- AVAILABLE DATA
——

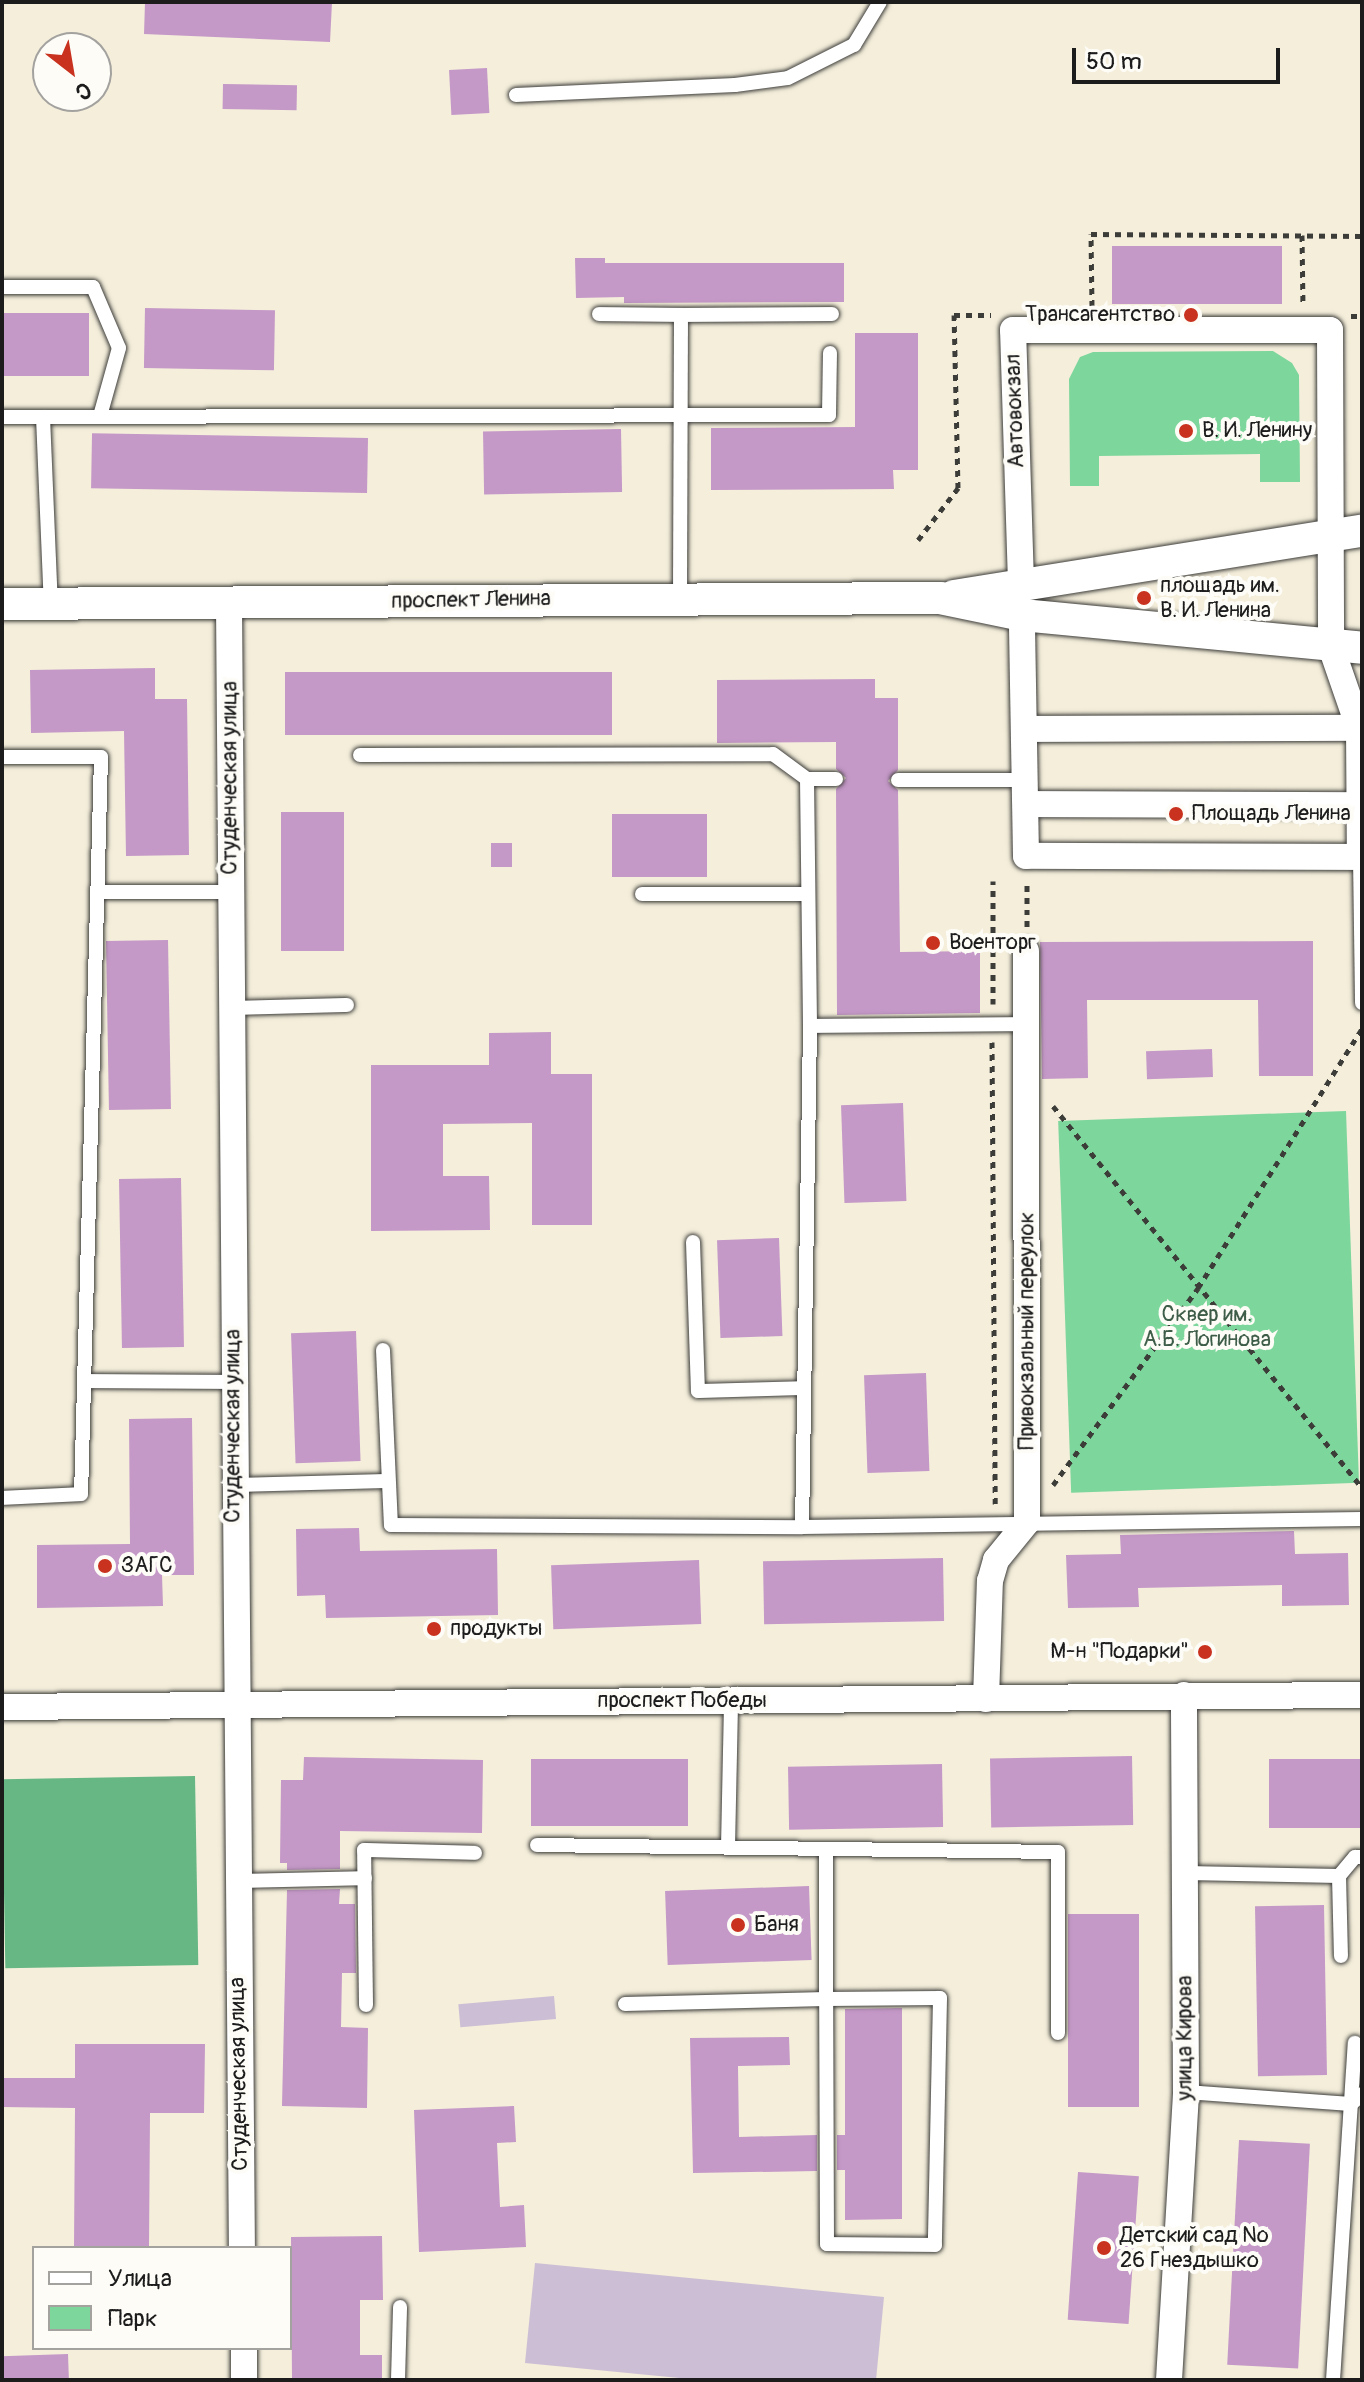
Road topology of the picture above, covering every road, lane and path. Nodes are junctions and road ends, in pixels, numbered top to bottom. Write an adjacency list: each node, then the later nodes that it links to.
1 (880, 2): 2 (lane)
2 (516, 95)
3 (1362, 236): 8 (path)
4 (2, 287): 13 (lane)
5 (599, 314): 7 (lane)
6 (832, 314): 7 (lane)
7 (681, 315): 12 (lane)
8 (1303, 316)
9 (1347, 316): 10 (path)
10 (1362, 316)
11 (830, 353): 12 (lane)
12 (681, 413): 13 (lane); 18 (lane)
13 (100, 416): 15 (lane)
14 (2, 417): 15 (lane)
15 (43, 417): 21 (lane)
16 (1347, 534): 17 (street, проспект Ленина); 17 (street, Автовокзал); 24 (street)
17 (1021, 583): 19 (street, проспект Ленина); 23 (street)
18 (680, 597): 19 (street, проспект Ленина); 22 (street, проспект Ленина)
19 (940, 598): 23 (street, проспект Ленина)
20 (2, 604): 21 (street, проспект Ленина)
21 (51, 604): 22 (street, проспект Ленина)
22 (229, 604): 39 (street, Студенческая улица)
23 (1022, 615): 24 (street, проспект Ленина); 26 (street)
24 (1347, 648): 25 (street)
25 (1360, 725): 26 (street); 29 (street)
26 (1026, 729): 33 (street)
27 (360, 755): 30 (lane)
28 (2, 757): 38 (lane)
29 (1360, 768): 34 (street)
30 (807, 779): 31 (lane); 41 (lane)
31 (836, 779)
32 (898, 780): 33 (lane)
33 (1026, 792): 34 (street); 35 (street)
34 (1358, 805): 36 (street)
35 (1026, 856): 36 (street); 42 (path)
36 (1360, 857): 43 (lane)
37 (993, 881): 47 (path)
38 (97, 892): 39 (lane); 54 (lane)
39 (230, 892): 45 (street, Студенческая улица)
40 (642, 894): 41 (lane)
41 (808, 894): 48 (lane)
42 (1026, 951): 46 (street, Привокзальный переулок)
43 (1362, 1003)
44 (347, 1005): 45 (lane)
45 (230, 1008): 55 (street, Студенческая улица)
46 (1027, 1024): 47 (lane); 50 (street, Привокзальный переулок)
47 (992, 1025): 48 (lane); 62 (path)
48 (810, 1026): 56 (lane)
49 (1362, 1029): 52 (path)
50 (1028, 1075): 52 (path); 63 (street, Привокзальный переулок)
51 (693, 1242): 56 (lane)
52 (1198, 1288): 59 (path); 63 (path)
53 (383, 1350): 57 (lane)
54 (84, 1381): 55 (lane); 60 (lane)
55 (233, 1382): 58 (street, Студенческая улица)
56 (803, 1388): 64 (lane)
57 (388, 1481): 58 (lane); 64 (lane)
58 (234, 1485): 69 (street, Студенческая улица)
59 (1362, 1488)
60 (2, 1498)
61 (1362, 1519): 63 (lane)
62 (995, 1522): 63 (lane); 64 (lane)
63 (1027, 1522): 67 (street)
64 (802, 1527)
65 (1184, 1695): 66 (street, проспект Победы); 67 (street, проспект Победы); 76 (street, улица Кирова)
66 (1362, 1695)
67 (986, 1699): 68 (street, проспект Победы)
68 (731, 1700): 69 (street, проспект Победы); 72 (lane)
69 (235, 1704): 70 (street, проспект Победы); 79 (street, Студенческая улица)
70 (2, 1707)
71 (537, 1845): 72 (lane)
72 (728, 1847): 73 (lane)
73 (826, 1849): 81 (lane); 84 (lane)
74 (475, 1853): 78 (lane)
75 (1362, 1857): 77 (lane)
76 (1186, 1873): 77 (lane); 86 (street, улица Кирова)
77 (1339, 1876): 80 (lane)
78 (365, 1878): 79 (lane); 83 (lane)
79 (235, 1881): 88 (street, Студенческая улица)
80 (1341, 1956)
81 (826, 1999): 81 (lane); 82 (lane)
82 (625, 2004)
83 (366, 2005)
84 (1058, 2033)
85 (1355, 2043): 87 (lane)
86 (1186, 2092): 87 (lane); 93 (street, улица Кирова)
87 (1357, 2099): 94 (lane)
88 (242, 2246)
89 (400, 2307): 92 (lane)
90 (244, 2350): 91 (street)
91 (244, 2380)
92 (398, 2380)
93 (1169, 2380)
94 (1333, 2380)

——

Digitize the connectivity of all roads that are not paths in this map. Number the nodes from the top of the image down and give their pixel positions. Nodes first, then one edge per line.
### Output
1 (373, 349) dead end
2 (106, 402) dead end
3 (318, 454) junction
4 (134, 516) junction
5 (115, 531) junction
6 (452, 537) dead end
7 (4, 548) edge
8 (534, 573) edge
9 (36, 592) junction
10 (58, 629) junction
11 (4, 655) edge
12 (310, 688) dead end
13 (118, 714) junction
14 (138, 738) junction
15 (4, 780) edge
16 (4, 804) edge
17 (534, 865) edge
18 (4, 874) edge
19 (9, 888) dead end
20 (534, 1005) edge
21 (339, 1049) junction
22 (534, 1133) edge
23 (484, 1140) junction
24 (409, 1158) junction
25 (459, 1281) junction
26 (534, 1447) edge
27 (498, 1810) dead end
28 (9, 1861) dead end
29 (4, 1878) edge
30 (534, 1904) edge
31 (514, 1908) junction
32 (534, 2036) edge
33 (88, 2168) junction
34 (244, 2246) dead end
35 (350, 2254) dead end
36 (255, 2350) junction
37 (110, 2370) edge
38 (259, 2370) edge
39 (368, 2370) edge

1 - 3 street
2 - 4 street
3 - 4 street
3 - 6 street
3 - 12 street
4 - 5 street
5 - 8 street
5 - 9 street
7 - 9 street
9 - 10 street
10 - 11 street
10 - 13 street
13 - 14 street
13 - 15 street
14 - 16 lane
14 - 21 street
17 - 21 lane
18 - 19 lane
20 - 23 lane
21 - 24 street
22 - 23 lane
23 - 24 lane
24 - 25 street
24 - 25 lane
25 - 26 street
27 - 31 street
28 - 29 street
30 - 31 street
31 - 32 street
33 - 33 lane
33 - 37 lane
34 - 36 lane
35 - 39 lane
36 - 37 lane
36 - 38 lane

——

- TRY IT
Some lines in the records above contain "Привокзальный". Count them and give the number only.

- RESPONSE BELOW
3